I'm struggling with the getForm
and the problem of redirecting my query. I've tried to experiment with cookiefile
and followlocation
as in other topics in Stackoverflow but with no result.
My code:
getForm("http://korpus.pl/poliqarp/poliqarp.php",
query = "pies", corpus = "2", showMatch = "1",showContext = "3",
leftContext = "5", rightContext = "5", wideContext = "50", hitsPerPage = "10",
.opts = curlOptions(
verbose = TRUE,
followlocation=TRUE
)
)
Am I right that I'm getting the the content of the redirection page? If so how can I bypass it?
curl = getCurlHandle(cookiefile = "", verbose = TRUE, followlocation=TRUE)
getForm("http://korpus.pl/poliqarp/poliqarp.php",
query = "pies", corpus = "2", showMatch = "1",showContext = "3",
leftContext = "5", rightContext = "5", wideContext = "50", hitsPerPage = "10",
.opts = curlOptions(
verbose = TRUE,
followlocation=TRUE
)
, curl = curl)
test1 <- getURL("http://korpus.pl/poliqarp/poliqarp.php", curl = curl)
test2 <- getURL("http://korpus.pl/poliqarp/poliqarp.php", curl = curl)

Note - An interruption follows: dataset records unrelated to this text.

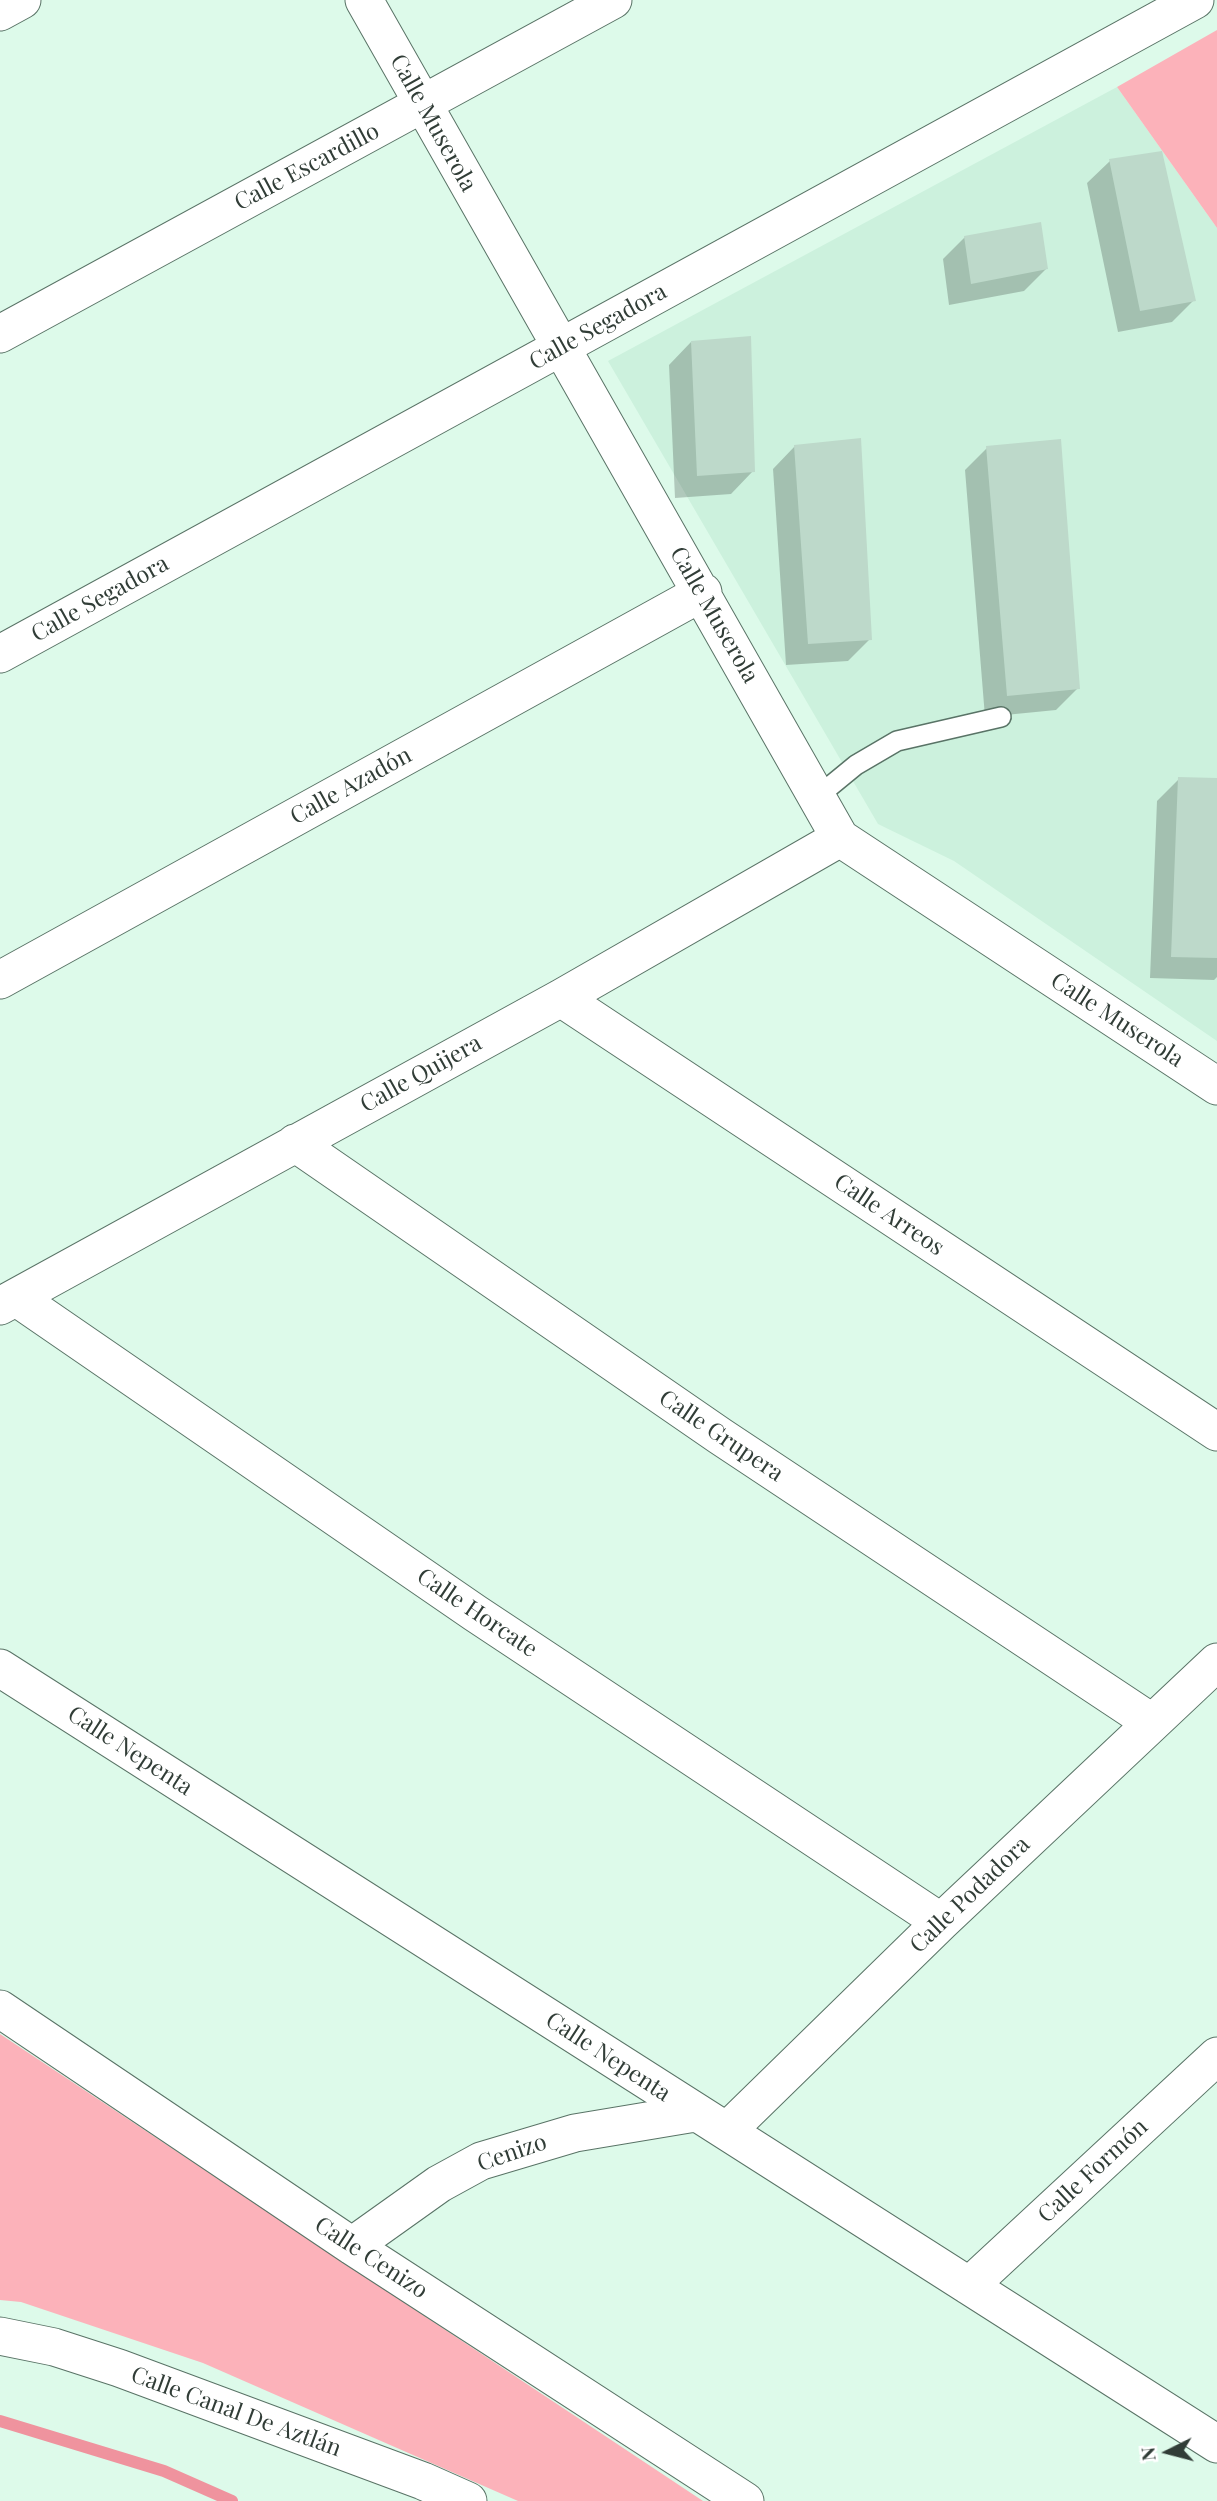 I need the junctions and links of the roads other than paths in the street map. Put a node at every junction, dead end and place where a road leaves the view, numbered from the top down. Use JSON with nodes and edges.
{"nodes":[{"id":1,"x":22,"y":0,"type":"edge"},
{"id":2,"x":364,"y":0,"type":"edge"},
{"id":3,"x":613,"y":0,"type":"edge"},
{"id":4,"x":1195,"y":0,"type":"edge"},
{"id":5,"x":0,"y":12,"type":"edge"},
{"id":6,"x":423,"y":104,"type":"junction"},
{"id":7,"x":0,"y":334,"type":"edge"},
{"id":8,"x":560,"y":348,"type":"junction"},
{"id":9,"x":703,"y":592,"type":"junction"},
{"id":10,"x":0,"y":654,"type":"edge"},
{"id":11,"x":1001,"y":717,"type":"dead end"},
{"id":12,"x":817,"y":797,"type":"junction"},
{"id":13,"x":840,"y":838,"type":"junction"},
{"id":14,"x":0,"y":980,"type":"edge"},
{"id":15,"x":561,"y":998,"type":"junction"},
{"id":16,"x":1217,"y":1086,"type":"edge"},
{"id":17,"x":295,"y":1143,"type":"junction"},
{"id":18,"x":8,"y":1302,"type":"edge"},
{"id":19,"x":1217,"y":1432,"type":"edge"},
{"id":20,"x":1217,"y":1662,"type":"edge"},
{"id":21,"x":0,"y":1668,"type":"edge"},
{"id":22,"x":1151,"y":1722,"type":"junction"},
{"id":23,"x":941,"y":1922,"type":"junction"},
{"id":24,"x":0,"y":2009,"type":"edge"},
{"id":25,"x":1217,"y":2056,"type":"edge"},
{"id":26,"x":695,"y":2113,"type":"junction"},
{"id":27,"x":727,"y":2131,"type":"junction"},
{"id":28,"x":352,"y":2246,"type":"junction"},
{"id":29,"x":969,"y":2286,"type":"junction"},
{"id":30,"x":0,"y":2336,"type":"edge"},
{"id":31,"x":1217,"y":2443,"type":"edge"},
{"id":32,"x":467,"y":2501,"type":"edge"},
{"id":33,"x":745,"y":2501,"type":"edge"}],
"edges":[{"from":1,"to":5,"type":"street"},
{"from":2,"to":6,"type":"street","name":"Calle Muserola"},
{"from":3,"to":6,"type":"street","name":"Calle Escardillo"},
{"from":4,"to":8,"type":"street","name":"Calle Segadora"},
{"from":6,"to":7,"type":"street","name":"Calle Escardillo"},
{"from":6,"to":8,"type":"street","name":"Calle Muserola"},
{"from":8,"to":9,"type":"street","name":"Calle Muserola"},
{"from":8,"to":10,"type":"street","name":"Calle Segadora"},
{"from":9,"to":12,"type":"street","name":"Calle Muserola"},
{"from":9,"to":14,"type":"street","name":"Calle Azadón"},
{"from":11,"to":12,"type":"lane"},
{"from":12,"to":13,"type":"street","name":"Calle Muserola"},
{"from":13,"to":15,"type":"street","name":"Calle Quijera"},
{"from":13,"to":16,"type":"street","name":"Calle Muserola"},
{"from":15,"to":17,"type":"street","name":"Calle Quijera"},
{"from":15,"to":19,"type":"street","name":"Calle Arreos"},
{"from":17,"to":18,"type":"street","name":"Calle Quijera"},
{"from":17,"to":22,"type":"street","name":"Calle Grupera"},
{"from":18,"to":23,"type":"street","name":"Calle Horcate"},
{"from":20,"to":22,"type":"street","name":"Calle Podadora"},
{"from":21,"to":26,"type":"street","name":"Calle Nepenta"},
{"from":22,"to":23,"type":"street","name":"Calle Podadora"},
{"from":23,"to":27,"type":"street","name":"Calle Podadora"},
{"from":24,"to":28,"type":"street","name":"Calle Cenizo"},
{"from":25,"to":29,"type":"street","name":"Calle Formón"},
{"from":26,"to":27,"type":"street","name":"Calle Nepenta"},
{"from":26,"to":28,"type":"street","name":"Cenizo"},
{"from":27,"to":29,"type":"street","name":"Calle Nepenta"},
{"from":28,"to":33,"type":"street","name":"Calle Cenizo"},
{"from":29,"to":31,"type":"street","name":"Calle Nepenta"},
{"from":30,"to":32,"type":"street","name":"Calle Canal De Aztlán"}]}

With a bit of persuasion test2 hopefully should contain the results
curl is a handle that will persist across calls. setting cookiefile
tells RCurl to store the cookies.
You can access the info in the curl handle using getCurlInfo(curl)
. For example
> cat(getCurlInfo(curl)$cookielist)
korpus.pl FALSE / FALSE 0 PHPSESSID ark8hbi13e2c4qrp51aq51nj62
The getForm call sets the important cookie PHPSESSID
. The first getURL results in:
> library(XML)
> htmlParse(test1)['//h3'][[1]]
<h3>This page will <a href="poliqarp.php">refresh</a> automatically in a second</h3>
It tells you it will auto refresh probably with javascript so you need to do this refresh manually by issuing another call.